Opera by Aribert Reimann

Medea is a German-language opera by Aribert Reimann after the play by Franz Grillparzer. It was premiered at the Vienna State Opera in February 2010. The German premiere was at the Oper Frankfurt in August 2010.

== History ==
Aribert Reimann had already written seven literary operas, including Melusine, Lear and Troades, when he received a commission from the Vienna State Opera to write an opera for the conclusion of the era of Ioan Holender as General Director of the opera house. He chose the play Medea by Franz Grillparzer as a basis for the work, the last part of Grillparzer's trilogy Das goldene Vlies (The Golden Fleece) which is focused on Greek mythology and based on the Argonautica by Apollonius of Rhodes and Medea by Euripides.
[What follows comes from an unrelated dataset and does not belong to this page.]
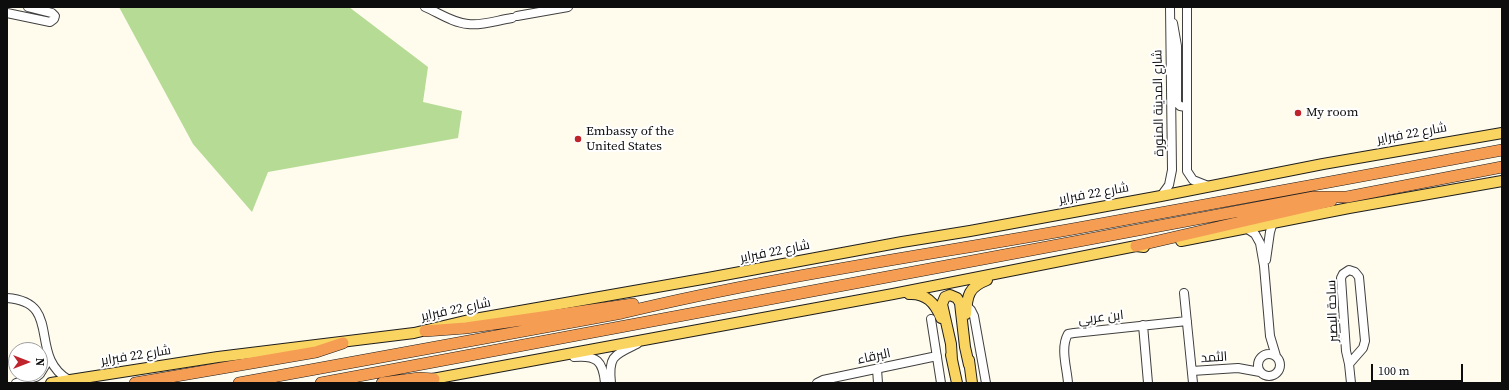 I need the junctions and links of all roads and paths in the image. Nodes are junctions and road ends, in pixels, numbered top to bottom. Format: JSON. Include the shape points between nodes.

The opera was successfully premiered at the Vienna State Opera in February 2010, staged by Marco Arturo Marelli, conducted by Michael Boder, with Marlis Petersen in the title role. The German premiere was at the Oper Frankfurt in August 2010.

== Roles ==

| Role | Voice type | Premiere cast, 28 February 2010 Conductor: Michael Boder |
|---|---|---|
| Medea | coloratura soprano | Marlis Petersen |
| Kreusa | mezzo-soprano | Michaela Selinger |
| Gora | contralto | Elisabeth Kulman |
| Kreon | tenor | Michael Roider |
| Jason | baritone | Adrian Eröd |
| The Herald | countertenor | Max Emanuel Cenčić |

== Music ==
Grillparzer showed Medea as a foreigner without protection who becomes the victim of powerful men, a view of the tragedy appealing to Reimann. In a production at the Komische Oper Berlin, staged by Benedict Andrews with Nicole Chevalier in the title role, Medea is shown as a barbarian woman, a stranger to the society and therefore expelled.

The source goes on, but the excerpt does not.